Start of Dataset

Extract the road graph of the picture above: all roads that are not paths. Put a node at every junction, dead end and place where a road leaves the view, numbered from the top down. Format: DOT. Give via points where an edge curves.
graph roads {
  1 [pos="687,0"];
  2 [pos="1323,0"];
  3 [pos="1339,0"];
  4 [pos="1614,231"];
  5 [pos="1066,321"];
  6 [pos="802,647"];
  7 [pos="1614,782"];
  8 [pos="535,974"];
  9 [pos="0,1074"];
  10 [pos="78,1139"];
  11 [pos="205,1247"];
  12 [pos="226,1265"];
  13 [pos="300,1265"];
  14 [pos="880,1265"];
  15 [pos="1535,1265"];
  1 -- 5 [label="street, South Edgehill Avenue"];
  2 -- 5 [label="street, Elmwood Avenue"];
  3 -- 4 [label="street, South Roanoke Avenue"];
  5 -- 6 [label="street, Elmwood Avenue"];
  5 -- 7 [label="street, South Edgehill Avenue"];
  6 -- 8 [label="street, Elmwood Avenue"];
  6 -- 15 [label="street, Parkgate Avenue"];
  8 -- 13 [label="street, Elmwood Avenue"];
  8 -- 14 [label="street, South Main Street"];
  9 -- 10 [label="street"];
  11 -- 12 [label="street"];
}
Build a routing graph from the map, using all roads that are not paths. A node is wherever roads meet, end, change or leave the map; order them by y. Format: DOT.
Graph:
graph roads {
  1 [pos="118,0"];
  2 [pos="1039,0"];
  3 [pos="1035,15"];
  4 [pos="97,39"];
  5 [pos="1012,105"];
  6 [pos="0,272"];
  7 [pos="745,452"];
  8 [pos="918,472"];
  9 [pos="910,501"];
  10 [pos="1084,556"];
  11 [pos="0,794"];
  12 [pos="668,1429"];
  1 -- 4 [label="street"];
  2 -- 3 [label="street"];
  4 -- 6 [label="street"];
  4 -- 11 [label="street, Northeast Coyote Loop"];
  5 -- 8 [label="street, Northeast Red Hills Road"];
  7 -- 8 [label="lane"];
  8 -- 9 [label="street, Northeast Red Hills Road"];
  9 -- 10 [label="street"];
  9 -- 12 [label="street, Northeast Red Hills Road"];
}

End of Dataset

Restate all of the entries exactly, please.

Extract the road graph of the picture above: all roads that are not paths. Put a node at every junction, dead end and place where a road leaves the view, numbered from the top down. Format: DOT. Give via points where an edge curves.
graph roads {
  1 [pos="687,0"];
  2 [pos="1323,0"];
  3 [pos="1339,0"];
  4 [pos="1614,231"];
  5 [pos="1066,321"];
  6 [pos="802,647"];
  7 [pos="1614,782"];
  8 [pos="535,974"];
  9 [pos="0,1074"];
  10 [pos="78,1139"];
  11 [pos="205,1247"];
  12 [pos="226,1265"];
  13 [pos="300,1265"];
  14 [pos="880,1265"];
  15 [pos="1535,1265"];
  1 -- 5 [label="street, South Edgehill Avenue"];
  2 -- 5 [label="street, Elmwood Avenue"];
  3 -- 4 [label="street, South Roanoke Avenue"];
  5 -- 6 [label="street, Elmwood Avenue"];
  5 -- 7 [label="street, South Edgehill Avenue"];
  6 -- 8 [label="street, Elmwood Avenue"];
  6 -- 15 [label="street, Parkgate Avenue"];
  8 -- 13 [label="street, Elmwood Avenue"];
  8 -- 14 [label="street, South Main Street"];
  9 -- 10 [label="street"];
  11 -- 12 [label="street"];
}
Build a routing graph from the map, using all roads that are not paths. A node is wherever roads meet, end, change or leave the map; order them by y. Format: DOT.
Graph:
graph roads {
  1 [pos="118,0"];
  2 [pos="1039,0"];
  3 [pos="1035,15"];
  4 [pos="97,39"];
  5 [pos="1012,105"];
  6 [pos="0,272"];
  7 [pos="745,452"];
  8 [pos="918,472"];
  9 [pos="910,501"];
  10 [pos="1084,556"];
  11 [pos="0,794"];
  12 [pos="668,1429"];
  1 -- 4 [label="street"];
  2 -- 3 [label="street"];
  4 -- 6 [label="street"];
  4 -- 11 [label="street, Northeast Coyote Loop"];
  5 -- 8 [label="street, Northeast Red Hills Road"];
  7 -- 8 [label="lane"];
  8 -- 9 [label="street, Northeast Red Hills Road"];
  9 -- 10 [label="street"];
  9 -- 12 [label="street, Northeast Red Hills Road"];
}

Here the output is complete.